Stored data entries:
************

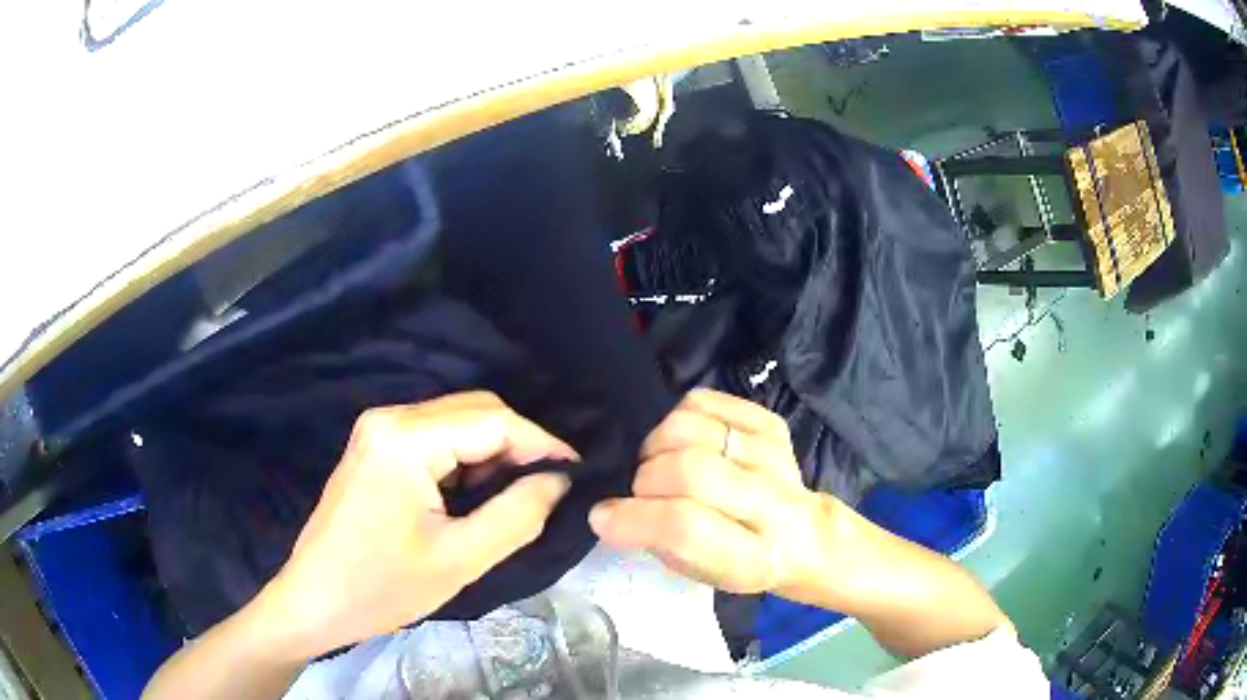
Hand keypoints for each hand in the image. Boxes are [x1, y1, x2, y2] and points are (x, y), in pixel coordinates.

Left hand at [251, 392, 576, 659]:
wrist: (315, 601)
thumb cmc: (381, 587)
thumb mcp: (459, 560)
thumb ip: (517, 515)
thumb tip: (557, 480)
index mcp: (404, 438)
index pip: (492, 420)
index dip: (541, 443)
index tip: (576, 471)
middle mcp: (389, 418)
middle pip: (474, 411)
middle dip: (518, 445)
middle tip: (548, 488)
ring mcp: (377, 430)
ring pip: (456, 422)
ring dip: (492, 453)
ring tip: (516, 495)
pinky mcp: (375, 447)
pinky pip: (434, 438)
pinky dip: (465, 460)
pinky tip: (475, 493)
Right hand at [589, 389, 833, 599]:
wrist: (802, 533)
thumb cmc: (740, 561)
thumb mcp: (698, 572)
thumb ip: (658, 541)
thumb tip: (608, 508)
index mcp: (753, 556)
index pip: (685, 525)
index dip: (634, 516)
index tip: (602, 515)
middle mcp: (771, 503)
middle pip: (690, 470)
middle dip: (645, 477)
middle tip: (638, 489)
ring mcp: (774, 456)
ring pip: (691, 430)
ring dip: (657, 447)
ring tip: (658, 463)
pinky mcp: (769, 423)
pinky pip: (704, 402)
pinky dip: (678, 418)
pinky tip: (682, 442)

************

Restate the data above word for word, so that the only difference is the missing pictures.

Hand keypoints for each hand in the image. Boxes are [x1, y1, x2, y2] and points are (x, y), in pixel coordinates.

Left hand at [251, 392, 576, 659]:
wrist: (315, 601)
thumb cmc: (381, 587)
thumb mcp: (459, 560)
thumb ip: (517, 515)
thumb tip: (557, 480)
index mcp: (404, 438)
index pip: (492, 420)
index dip: (541, 443)
index tip: (576, 471)
middle mcp: (389, 418)
middle pip: (474, 411)
middle dip: (518, 445)
middle tip: (548, 488)
ring mcp: (377, 430)
ring pip: (456, 422)
ring dip: (492, 453)
ring tip: (516, 495)
pinky mcp: (375, 447)
pinky pip: (434, 438)
pinky dip: (465, 460)
pinky tip: (475, 493)
Right hand at [589, 389, 833, 599]:
wrist: (802, 533)
thumb cmc: (740, 561)
thumb mcp: (698, 572)
thumb ip: (658, 541)
thumb tip: (608, 508)
index mcp: (753, 556)
index pip: (685, 525)
index dip: (634, 516)
index tip: (602, 515)
middle mcp: (771, 503)
middle pip: (690, 470)
middle dip: (645, 477)
middle tip: (638, 489)
ring mcp: (774, 456)
ring pip: (691, 430)
ring dip: (657, 447)
ring tip: (658, 463)
pinky mcp: (769, 423)
pinky pip: (704, 402)
pinky dip: (678, 418)
pinky tip: (682, 442)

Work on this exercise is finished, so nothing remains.